The entire plot consists of Alice traveling through the Alphabet as she goes along meeting new friends, or rather, creatures and obstacles. In the end, she awakes to find that not more than a few seconds have gone by and that it was all just a dream.

The story begins with Alice, on a winter continuously failing to thread a sewing needle. When she takes an extremely close look through the eye of the needle, she sees an unknown world on the other side, and finds herself falling through the needle's eye into this world. She falls into a haystack accompanied by frightened Country Mouse, who believes that she is a comet. The Country mouse hereafter befriends Alice and informs her that she is not in a haystack, but an A-stack, or rather a messy pile of A's. She spots a few spelling bees, makes her way out of the haystack and continues in the direction of an inviting beach.

Alice does not travel far before she meets two cats that are joined at the tail. The cats, called Ping and Pang, inform Alice that they are "Siamese-Twin Cats". They recite the poem "The Sands of Dee"; Pang forgets the last word of the poem, prompting a duel between them. But before their duel begins, the sky darkens and rains down cats and dogs. When the peculiar shower of animals has stopped, Ping and Pang realize that they must attend the "vote." Alice follows them to find out what the vote is about.

The chapter opens with Alice following the Siamese Cats towards the vote. Along the way, she meets an Elephant who gives her a ride to "Hide-and-Seek Park." Here, she overhears the conversation of the Grampus and the Italian Hairdresser (who speaks in Italics). A politician Emu gives a speech which is so brief that Alice misses it entirely. After Alice inquires what he stands for, he recites a poem about the letter "F". After this, the vote transforms into an auction, and with the final cry of, "Going...going...gone!" everyone abruptly vanishes.

The Grampus reappears and relates to Alice the story of his autobiography. He explains to Alice that he wrote down every detail into of his life into his autobiography years ago so that he wouldn't forget any of it. As per his autobiography, Alice accompanies the Grampus to miss the train and wait for the next one. The next event described in the autobiography is an attack by blood-thirsty brigands, who fail to show, so he asks Alice to perform their role instead. Soon after, she "rescues" him and they board the next train. As they ride the train, the Grampus reveals that they are due to be swept up in a hurricane, according to the autobiography. Alice, not wanting to "create" a hurricane, resolves to simply write the word 'not' into his book. The train suddenly turns into a study room and, out of curiosity, Alice ventures out to discover what might lie upon the hill she had spotted in the distance.

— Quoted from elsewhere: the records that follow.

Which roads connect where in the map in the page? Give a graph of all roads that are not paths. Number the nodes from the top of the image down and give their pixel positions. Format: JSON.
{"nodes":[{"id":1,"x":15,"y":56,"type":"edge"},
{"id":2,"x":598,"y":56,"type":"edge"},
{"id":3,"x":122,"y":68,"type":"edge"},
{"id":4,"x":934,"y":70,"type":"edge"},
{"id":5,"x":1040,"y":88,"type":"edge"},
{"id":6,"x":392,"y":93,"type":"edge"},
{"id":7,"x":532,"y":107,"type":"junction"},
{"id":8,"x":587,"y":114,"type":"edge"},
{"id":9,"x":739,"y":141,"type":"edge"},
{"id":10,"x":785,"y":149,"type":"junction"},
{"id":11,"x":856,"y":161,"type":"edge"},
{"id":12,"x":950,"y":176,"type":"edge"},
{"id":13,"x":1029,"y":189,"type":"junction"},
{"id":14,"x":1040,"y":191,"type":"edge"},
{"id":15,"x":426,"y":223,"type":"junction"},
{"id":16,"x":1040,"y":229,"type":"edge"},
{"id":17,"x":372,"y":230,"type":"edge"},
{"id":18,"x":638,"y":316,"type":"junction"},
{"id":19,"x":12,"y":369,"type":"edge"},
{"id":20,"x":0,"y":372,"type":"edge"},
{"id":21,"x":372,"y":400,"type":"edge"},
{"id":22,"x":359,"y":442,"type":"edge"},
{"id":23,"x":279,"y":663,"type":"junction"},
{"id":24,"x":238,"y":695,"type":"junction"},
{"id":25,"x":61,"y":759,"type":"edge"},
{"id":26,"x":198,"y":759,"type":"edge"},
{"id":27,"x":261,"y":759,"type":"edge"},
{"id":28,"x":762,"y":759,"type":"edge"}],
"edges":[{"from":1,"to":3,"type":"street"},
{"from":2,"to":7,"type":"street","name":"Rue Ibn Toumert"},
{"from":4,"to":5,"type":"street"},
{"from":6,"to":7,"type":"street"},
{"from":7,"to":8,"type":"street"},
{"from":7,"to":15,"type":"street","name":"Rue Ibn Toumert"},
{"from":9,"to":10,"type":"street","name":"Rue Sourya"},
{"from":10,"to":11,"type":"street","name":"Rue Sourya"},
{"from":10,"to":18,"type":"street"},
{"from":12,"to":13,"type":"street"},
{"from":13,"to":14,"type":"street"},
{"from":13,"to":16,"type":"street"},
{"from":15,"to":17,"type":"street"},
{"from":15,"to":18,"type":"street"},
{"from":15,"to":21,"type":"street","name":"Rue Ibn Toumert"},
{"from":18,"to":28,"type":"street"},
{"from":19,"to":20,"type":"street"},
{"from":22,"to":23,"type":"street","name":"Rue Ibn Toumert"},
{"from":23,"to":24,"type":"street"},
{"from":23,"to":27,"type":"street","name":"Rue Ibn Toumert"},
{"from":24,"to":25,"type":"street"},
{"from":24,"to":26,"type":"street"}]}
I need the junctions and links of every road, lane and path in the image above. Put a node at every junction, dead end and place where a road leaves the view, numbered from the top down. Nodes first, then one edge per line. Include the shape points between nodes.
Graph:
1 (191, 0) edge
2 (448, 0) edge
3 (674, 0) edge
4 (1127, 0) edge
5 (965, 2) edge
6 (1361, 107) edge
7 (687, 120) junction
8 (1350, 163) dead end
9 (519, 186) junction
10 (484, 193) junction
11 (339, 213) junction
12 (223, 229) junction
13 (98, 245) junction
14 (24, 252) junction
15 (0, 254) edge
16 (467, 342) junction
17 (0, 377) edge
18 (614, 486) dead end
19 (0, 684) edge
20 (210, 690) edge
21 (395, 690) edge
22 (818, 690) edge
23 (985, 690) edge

When starting to climb the hill, Alice bumps into two 'stick figure people' who she soon identifies as Jack and Jill from the nursery rhyme. Jack reveals that the pail of water from the well actually holds eels or "L's" for delivering to Llanfairpwllgwyngyllgogerychwyrndrobwllllantysiliogogogoch. He demands Alice to deliver these, so sets off to do so.

Alice soon reaches a maze-like place with a sign that reads "Llabyrinth". To Alice's frustration, she cannot find the center of the maze, as she comes across several confusing signs, many of which leading her back to the same place she was before. After a moment of despondency, she hears the Country Mouse; she attempts to follow it, but to no avail. She also attempts to throw one of the eels over the hedge as a signal, but fails, as it comes back like a boomerang. Eventually, she drops off to sleep. When she awakes, she sees somebody running past her and gives chase. They leard her to the center of the maze where a large congregation of animals are hopelessly lost.

Alice is volunteered by the animals to go into a rabbit hole which the cluster of animals within the maze believe leads out. When going down the hole, she feels as if she is falling sideways and soon is rocketed out of the exit hole like a canon.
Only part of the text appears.